_EXERCISE GOAL_
Where "hand" appears in a line of the entries below, that line should be copied.

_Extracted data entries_
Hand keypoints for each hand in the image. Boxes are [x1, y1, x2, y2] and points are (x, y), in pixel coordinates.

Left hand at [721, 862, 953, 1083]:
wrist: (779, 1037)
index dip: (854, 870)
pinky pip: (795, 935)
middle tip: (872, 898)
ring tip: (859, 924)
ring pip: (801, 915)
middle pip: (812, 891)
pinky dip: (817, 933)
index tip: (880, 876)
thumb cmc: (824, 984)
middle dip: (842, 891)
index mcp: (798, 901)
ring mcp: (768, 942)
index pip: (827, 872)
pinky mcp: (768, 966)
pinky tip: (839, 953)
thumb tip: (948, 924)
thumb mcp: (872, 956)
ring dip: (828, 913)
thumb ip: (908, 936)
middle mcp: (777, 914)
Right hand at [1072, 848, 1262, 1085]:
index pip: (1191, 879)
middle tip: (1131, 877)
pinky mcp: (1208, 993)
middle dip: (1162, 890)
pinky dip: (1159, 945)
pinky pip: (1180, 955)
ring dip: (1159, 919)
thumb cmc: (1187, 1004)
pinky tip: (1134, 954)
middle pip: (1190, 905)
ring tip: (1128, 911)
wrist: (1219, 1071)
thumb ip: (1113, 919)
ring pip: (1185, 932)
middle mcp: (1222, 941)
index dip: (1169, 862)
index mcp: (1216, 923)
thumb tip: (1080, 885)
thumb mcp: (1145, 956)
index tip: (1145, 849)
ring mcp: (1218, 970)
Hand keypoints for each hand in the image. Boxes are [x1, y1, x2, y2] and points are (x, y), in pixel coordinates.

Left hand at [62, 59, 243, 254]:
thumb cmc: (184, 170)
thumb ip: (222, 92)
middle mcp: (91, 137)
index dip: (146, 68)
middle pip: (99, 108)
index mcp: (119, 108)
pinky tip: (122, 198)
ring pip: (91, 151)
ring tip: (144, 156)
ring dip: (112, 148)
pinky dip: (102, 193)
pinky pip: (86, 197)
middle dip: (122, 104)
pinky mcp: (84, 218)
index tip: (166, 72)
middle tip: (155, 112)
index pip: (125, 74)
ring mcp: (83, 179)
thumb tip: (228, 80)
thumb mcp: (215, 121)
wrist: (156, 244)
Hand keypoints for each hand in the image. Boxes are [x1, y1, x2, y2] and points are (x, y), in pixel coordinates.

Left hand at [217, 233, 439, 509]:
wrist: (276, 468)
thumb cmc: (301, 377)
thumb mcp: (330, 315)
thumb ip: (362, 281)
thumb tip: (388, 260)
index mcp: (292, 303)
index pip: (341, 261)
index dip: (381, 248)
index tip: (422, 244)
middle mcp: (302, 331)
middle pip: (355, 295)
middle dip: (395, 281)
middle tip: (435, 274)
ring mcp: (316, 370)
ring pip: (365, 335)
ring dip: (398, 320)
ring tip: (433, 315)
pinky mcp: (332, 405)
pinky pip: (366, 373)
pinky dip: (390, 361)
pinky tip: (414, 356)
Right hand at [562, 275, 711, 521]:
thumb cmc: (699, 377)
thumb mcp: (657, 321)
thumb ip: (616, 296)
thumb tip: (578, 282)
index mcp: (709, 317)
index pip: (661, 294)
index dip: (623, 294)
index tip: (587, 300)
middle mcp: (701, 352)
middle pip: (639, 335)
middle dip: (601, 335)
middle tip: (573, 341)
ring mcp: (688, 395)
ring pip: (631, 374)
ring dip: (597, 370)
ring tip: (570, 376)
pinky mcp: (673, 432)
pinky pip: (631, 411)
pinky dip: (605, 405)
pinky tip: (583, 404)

_ANSWER TO THIS EXERCISE_
Hand keypoints for each hand in the image. Boxes are [x1, y1, x2, y2] and points are (x, y), in pixel coordinates.
Left hand at [721, 862, 953, 1083]:
Right hand at [1072, 848, 1262, 1085]:
Hand keypoints for each hand in the image. Boxes are [x1, y1, x2, y2] and points are (x, y), in pixel coordinates.
Left hand at [62, 59, 243, 254]:
Hand keypoints for each hand in the image. Boxes are [x1, y1, x2, y2] and points are (x, y), in pixel coordinates.
Left hand at [217, 233, 439, 509]:
Right hand at [562, 275, 711, 521]:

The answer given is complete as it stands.